Abstract
Objective
Peptidyl alkaloids, a series of important natural products can be assembled by fungal non-ribosomal peptide synthetases (NRPSs). However, many of the NRPSs associated gene clusters are silent under laboratory conditions, and the traditional chemical separation yields are low. In this study, we aim to discovery and efficiently prepare fungal peptidyl alkaloids assembled by fungal NRPSs.
Methods
Bioinformatics analysis of gene cluster containing NRPSs from the genome of Penicillium thymicola, and heterologous expression of the putative gene cluster in Aspergillus nidulans were performed. Isolation, structural identification, and biological evaluation of the product from heterologous expression were carried out.
Results
The putative tri-modular NRPS AncA was heterologous-expressed in A. nidulans to give anacine (1) with high yield, which showed moderate and selective cytotoxic activity against A549 cell line.
Conclusion
Heterologous expression in A. nidulans is an efficient strategy for mining fungal peptidyl alkaloids.

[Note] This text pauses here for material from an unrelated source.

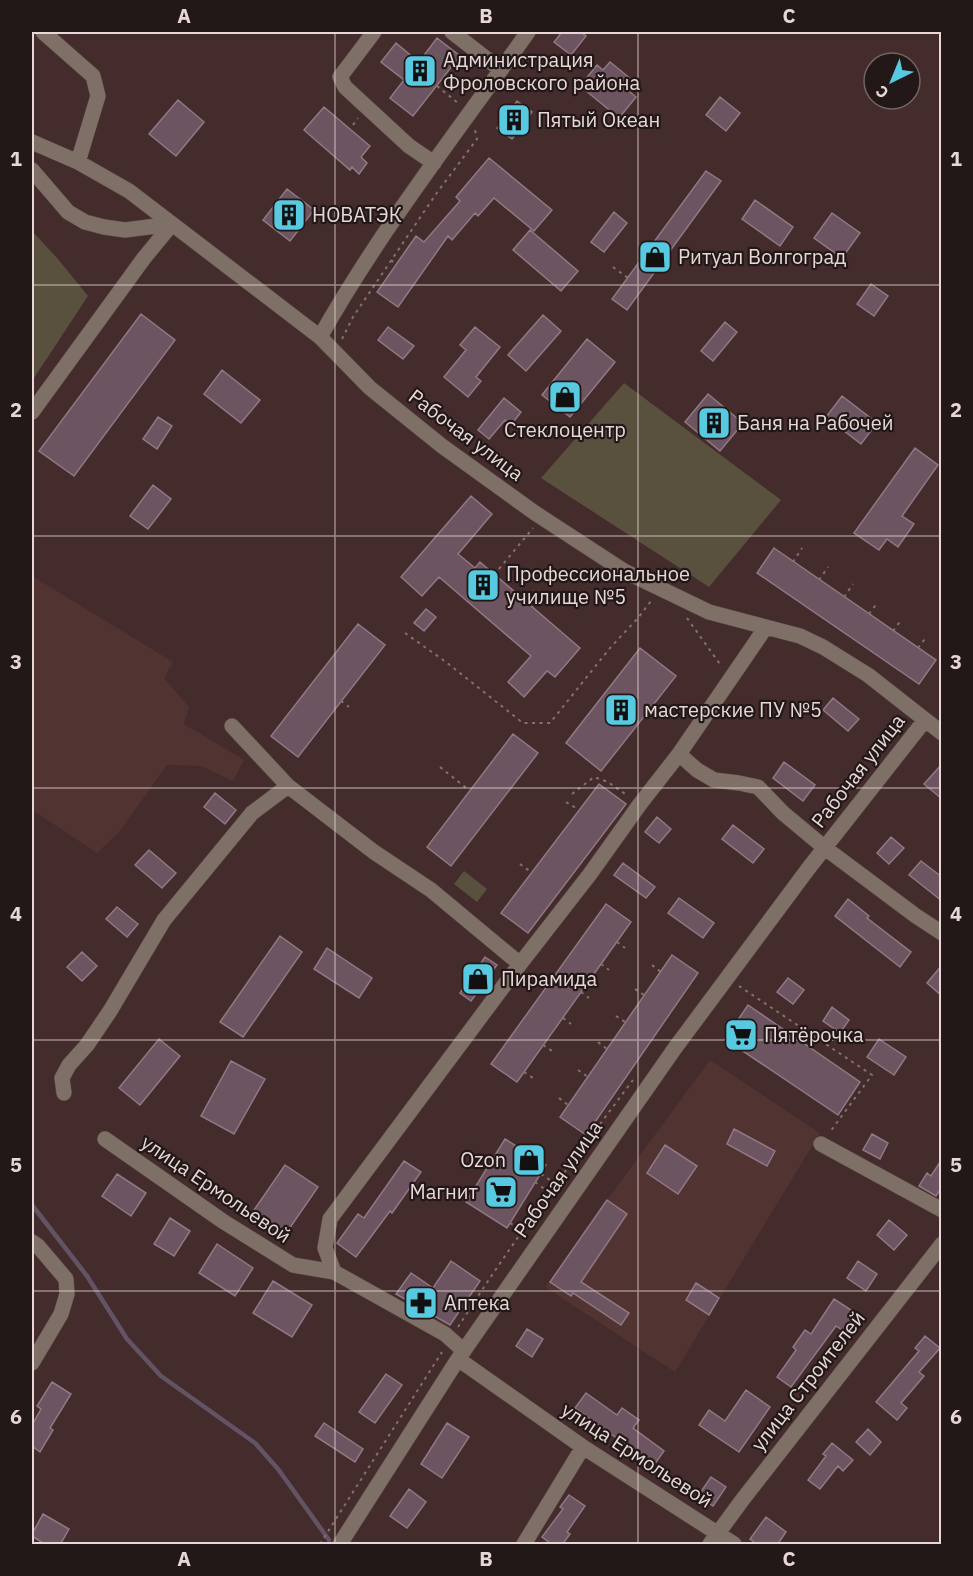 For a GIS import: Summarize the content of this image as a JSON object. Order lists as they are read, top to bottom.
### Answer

Keywords: anacine, biosynthesis, non-ribosomal peptide synthetase, peptidyl alkaloid
1. Introduction
Natural products play a pivotal role in drug discovery and fungi have been proved to be important resource of bioactive natural products. Peptidyl alkaloids are a significant class of bioactive secondary metabolites with characteristic multicyclic, constrained rings in their chemical structures, and mainly produced in filamentous fungi (Walsh, Haynes, Ames, Gao, & Tang, 2013). Typical examples of peptidyl alkaloids included asperlicins as cholycystokinin antagonist (Liesch, Hensens, Zink, & Goetz, 1988), ardeemins with function of obstruction the multiple drug resistance in tumor cells (Boyes-Korkis et al., 1993, Hochlowski et al., 1993), as well as fumiquinazolines with diverse bioactivities (Takahashi et al., 1995).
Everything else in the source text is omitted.